While there is scientific evidence, there is also an indescribable emotional impact for Davis. “It’s given me hope for myself and my family,” she says, adding that “the bigger picture is what this could mean for breast cancer…it could change everything.”
This sentiment was previously out of reach, but Disis says that’s what they are now striving for — to have vaccines for all breast cancer patients and those at high risk. “What we really need is to be able to evaluate these vaccines in a very uniform manner with a lot of eyes looking at the data coming out of these trials,” Disis explains. “We are all working in our individual silos… but if we collaborated, we could get this done in five to ten years instead of 30.” Dr. Tom Budd, a physician at the Cleveland Clinic, shares the same optimism. “I am definitely encouraged, there are immune responses being produced,” he says, but he also cautions that “to really demonstrate this in a highly reproducible way, we need large studies. And that’s why we need collaboration so we can do the big studies that will prove what works.”

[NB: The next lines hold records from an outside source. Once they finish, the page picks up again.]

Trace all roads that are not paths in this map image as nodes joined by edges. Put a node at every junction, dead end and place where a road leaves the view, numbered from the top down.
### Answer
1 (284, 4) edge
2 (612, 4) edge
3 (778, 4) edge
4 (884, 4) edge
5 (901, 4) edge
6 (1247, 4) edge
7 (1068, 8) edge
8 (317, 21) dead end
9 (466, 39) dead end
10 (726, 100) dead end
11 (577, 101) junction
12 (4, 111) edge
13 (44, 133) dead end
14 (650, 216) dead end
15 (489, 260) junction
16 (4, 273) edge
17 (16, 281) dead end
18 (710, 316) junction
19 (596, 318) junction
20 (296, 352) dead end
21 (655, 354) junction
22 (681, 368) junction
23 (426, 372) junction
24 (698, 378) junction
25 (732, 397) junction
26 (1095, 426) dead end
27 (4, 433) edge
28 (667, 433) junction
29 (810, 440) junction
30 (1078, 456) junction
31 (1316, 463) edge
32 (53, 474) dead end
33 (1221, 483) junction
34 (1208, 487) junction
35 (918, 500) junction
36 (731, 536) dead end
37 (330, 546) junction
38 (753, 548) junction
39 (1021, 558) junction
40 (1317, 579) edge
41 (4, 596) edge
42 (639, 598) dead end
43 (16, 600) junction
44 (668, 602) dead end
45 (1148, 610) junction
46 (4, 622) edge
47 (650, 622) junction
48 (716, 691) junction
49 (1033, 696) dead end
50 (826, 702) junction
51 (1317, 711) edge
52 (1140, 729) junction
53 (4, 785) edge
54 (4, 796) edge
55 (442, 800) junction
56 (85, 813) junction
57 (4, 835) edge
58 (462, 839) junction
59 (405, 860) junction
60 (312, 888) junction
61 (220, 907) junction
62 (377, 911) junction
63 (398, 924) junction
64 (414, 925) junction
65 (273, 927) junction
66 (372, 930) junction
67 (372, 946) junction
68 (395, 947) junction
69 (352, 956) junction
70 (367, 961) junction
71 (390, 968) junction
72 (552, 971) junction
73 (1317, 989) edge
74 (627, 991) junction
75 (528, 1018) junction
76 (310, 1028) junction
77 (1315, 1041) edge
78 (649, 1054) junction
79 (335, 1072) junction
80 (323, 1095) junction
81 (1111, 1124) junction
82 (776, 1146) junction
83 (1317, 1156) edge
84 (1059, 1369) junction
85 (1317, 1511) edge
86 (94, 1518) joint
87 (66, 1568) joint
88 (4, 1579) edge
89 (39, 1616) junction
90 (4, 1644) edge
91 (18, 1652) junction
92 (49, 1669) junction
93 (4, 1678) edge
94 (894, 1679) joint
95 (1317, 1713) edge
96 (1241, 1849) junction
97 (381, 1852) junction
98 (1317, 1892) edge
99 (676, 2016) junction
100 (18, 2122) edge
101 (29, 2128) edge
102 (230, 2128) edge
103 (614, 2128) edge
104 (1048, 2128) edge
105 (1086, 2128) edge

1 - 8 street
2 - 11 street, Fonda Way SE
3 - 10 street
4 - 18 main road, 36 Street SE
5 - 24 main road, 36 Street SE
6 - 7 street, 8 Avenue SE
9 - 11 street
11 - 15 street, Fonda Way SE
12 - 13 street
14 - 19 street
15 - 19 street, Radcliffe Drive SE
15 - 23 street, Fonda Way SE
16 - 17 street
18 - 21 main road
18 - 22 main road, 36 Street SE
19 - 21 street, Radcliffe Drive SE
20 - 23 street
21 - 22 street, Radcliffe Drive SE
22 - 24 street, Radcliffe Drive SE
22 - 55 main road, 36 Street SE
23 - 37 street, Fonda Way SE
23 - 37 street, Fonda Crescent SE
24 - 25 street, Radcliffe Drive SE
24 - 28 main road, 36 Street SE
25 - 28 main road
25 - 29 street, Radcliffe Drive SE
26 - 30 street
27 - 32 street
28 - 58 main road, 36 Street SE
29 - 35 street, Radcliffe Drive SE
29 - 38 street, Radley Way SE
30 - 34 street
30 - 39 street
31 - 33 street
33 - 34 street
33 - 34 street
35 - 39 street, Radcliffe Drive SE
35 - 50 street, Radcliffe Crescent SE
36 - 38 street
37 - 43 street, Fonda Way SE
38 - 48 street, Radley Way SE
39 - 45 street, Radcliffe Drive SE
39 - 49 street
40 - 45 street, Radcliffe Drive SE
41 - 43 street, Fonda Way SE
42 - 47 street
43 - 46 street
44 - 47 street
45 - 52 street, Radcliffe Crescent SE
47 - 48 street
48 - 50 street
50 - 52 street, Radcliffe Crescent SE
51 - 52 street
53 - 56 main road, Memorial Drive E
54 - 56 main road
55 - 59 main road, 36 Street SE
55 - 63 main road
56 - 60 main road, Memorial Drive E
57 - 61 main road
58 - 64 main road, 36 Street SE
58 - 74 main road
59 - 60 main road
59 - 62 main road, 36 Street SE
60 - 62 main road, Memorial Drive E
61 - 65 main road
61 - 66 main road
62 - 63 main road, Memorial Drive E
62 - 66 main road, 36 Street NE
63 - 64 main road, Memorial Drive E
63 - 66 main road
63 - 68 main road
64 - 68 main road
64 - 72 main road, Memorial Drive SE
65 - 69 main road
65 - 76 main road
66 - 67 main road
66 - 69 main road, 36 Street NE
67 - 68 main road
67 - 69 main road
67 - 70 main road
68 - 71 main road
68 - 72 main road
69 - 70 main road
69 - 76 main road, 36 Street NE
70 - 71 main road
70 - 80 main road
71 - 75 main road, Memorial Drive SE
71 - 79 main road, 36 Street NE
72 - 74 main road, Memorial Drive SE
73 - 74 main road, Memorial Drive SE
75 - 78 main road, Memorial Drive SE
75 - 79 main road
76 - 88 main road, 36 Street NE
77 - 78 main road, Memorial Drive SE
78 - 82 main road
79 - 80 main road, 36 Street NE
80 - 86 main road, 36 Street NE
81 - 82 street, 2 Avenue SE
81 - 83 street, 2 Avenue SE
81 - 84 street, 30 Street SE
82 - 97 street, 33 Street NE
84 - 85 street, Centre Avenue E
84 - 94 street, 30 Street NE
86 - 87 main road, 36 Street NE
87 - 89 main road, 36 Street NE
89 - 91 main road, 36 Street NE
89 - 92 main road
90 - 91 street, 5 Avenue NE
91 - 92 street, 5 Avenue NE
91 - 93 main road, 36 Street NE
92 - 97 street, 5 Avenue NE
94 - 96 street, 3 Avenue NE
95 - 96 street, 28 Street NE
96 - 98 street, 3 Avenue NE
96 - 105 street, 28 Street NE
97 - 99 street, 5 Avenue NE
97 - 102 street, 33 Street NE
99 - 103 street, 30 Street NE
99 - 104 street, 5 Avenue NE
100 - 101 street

This reasoning resonated with me, prompting my wholehearted commitment when another breast cancer survivor I interviewed in 2022 approached me with an idea to do just that. Michele Young, an Ohio lawyer and stage 4 breast cancer survivor, was once advised to go home and start checking off items from her bucket list. Today, she is in complete remission and is dedicated to ensuring that all individuals have access to effective and timely screenings for breast cancer. She played a pivotal role in Ohio passing legislation guaranteeing additional screening for dense breasts and ensuring coverage by insurance. Now, she is focusing on vaccines, and together, we established a nonprofit called the Pink Eraser Project. This initiative aims to bring together the leading minds in the nation to expedite the development of breast cancer vaccines.